Kiassetao placed a large army in the field, but he entrusted the command to an incapable and inexperienced officer named Fanwenhu. The movements of this force were dilatory, and the timidity of the general did not afford much promise of any vigorous attempt being made to succour Sianyang, and drive away the Mongols. Fortunately, there were some braver spirits in the Chinese army than the miserable and pusillanimous personages occupying the highest places in the realm. Litingchi, the governor of Ganlo, a town south of Sianyang, and also on the Han river, was one of the most determined of them, and he resolved to do something towards helping his colleague, Lieouwen Hoan.
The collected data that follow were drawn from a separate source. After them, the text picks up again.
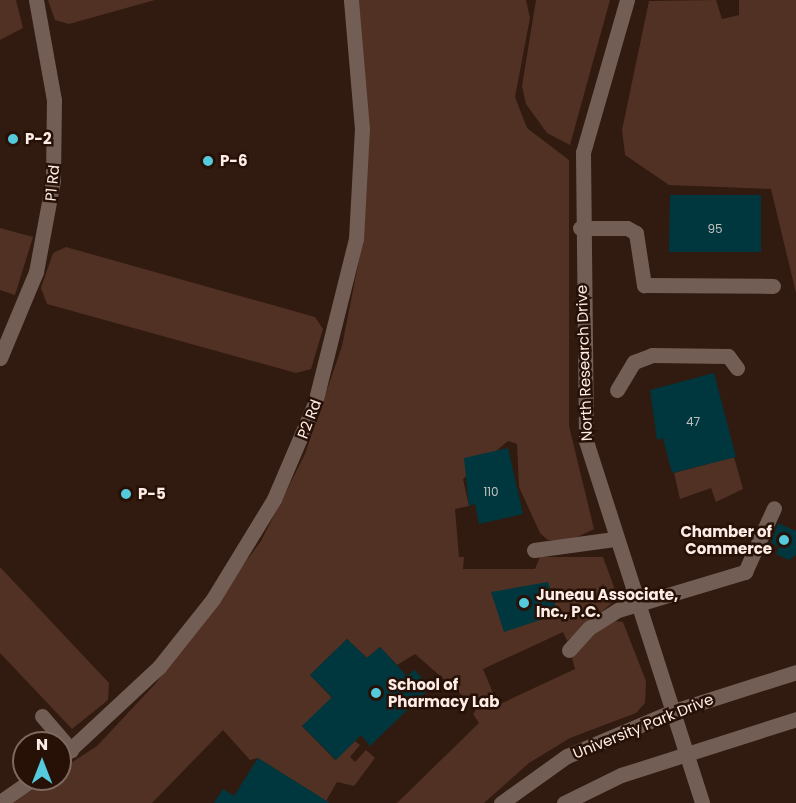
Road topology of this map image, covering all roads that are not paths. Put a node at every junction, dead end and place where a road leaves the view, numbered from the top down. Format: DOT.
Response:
graph roads {
  1 [pos="36,0"];
  2 [pos="351,0"];
  3 [pos="627,0"];
  4 [pos="580,228"];
  5 [pos="773,286"];
  6 [pos="0,358"];
  7 [pos="737,368"];
  8 [pos="617,390"];
  9 [pos="774,508"];
  10 [pos="614,539"];
  11 [pos="534,550"];
  12 [pos="635,604"];
  13 [pos="569,650"];
  14 [pos="796,672"];
  15 [pos="671,712"];
  16 [pos="42,716"];
  17 [pos="796,719"];
  18 [pos="51,731"];
  19 [pos="72,748"];
  20 [pos="685,754"];
  21 [pos="16,791"];
  22 [pos="0,802"];
  23 [pos="501,803"];
  24 [pos="564,803"];
  25 [pos="702,803"];
  1 -- 6 [label="street, P1 Rd"];
  2 -- 19 [label="street, P2 Rd"];
  3 -- 4 [label="street, North Research Drive"];
  4 -- 5 [label="street"];
  4 -- 10 [label="street, North Research Drive"];
  7 -- 8 [label="street"];
  9 -- 12 [label="street"];
  10 -- 11 [label="street"];
  10 -- 12 [label="street, North Research Drive"];
  12 -- 13 [label="street"];
  12 -- 15 [label="street, North Research Drive"];
  14 -- 15 [label="street, University Park Drive"];
  15 -- 20 [label="street, North Research Drive"];
  15 -- 23 [label="street, University Park Drive"];
  16 -- 18 [label="street"];
  17 -- 20 [label="street"];
  20 -- 24 [label="street"];
  20 -- 25 [label="street, North Research Drive"];
  21 -- 22 [label="street"];
}
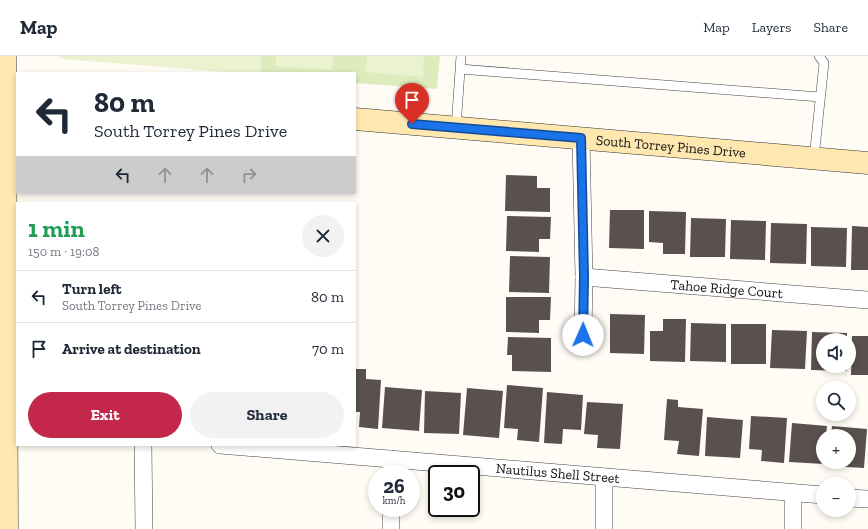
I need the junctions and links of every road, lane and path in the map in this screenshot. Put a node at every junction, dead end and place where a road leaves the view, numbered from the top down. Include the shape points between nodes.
1 (5, 56) edge
2 (462, 56) edge
3 (819, 56) edge
4 (460, 69) junction
5 (7, 89) edge
6 (820, 97) junction
7 (356, 119) edge
8 (456, 128) junction
9 (581, 138) junction
10 (814, 158) junction
11 (868, 163) edge
12 (584, 277) junction
13 (868, 300) edge
14 (583, 335) dead end
15 (143, 446) edge
16 (228, 446) edge
17 (383, 465) edge
18 (420, 467) edge
19 (604, 477) junction
20 (793, 493) junction
21 (816, 495) edge
22 (856, 498) edge
23 (868, 499) edge
24 (391, 517) edge
25 (8, 529) edge
26 (144, 529) edge
27 (391, 529) edge
28 (604, 529) edge
29 (793, 529) edge

1 - 5 street
2 - 4 lane
3 - 6 lane via 824,63
4 - 6 lane
4 - 8 lane
5 - 25 street
6 - 10 lane
7 - 8 street, South Torrey Pines Drive
8 - 9 street, South Torrey Pines Drive
9 - 10 street, South Torrey Pines Drive
9 - 12 street
10 - 11 street, South Torrey Pines Drive
12 - 13 street, Tahoe Ridge Court
12 - 14 street
15 - 26 street
16 - 17 street, Nautilus Shell Street
18 - 19 street, Nautilus Shell Street
19 - 20 street, Nautilus Shell Street
19 - 28 street
20 - 21 street, Nautilus Shell Street
20 - 29 street
22 - 23 street
24 - 27 street

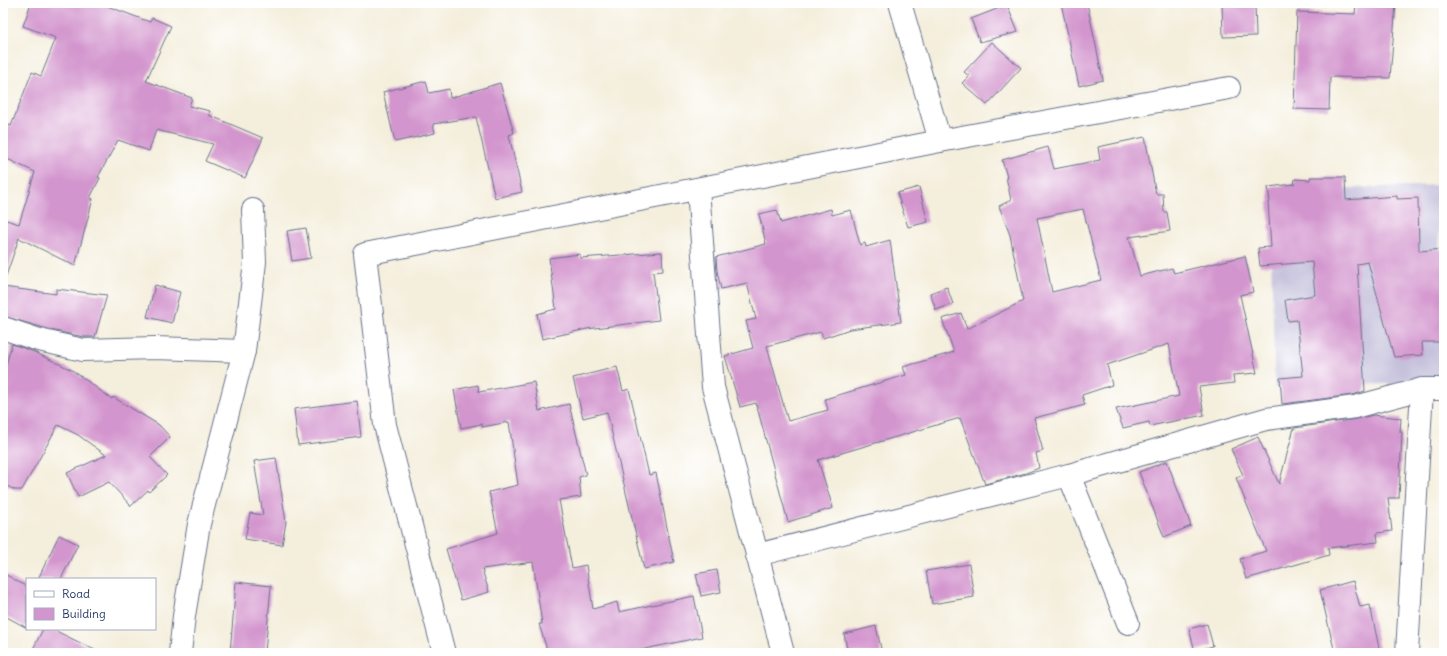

At this time Fanwenhu's great army was still engaged making its tardy march from the Eastern provinces; but Litingchi, knowing that in war promptitude counts for everything, came to the decision to strike a blow with the small force at his disposal. He collected three thousand men, who devoted themselves to the dangerous but honourable task he proposed to them; and having bade all those depart who did not feel equal to the perilous attempt, he completed his arrangements for throwing into Sianyang this reinforcement, with a large convoy of supplies in which Lieouwen Hoan had informed him that he was deficient.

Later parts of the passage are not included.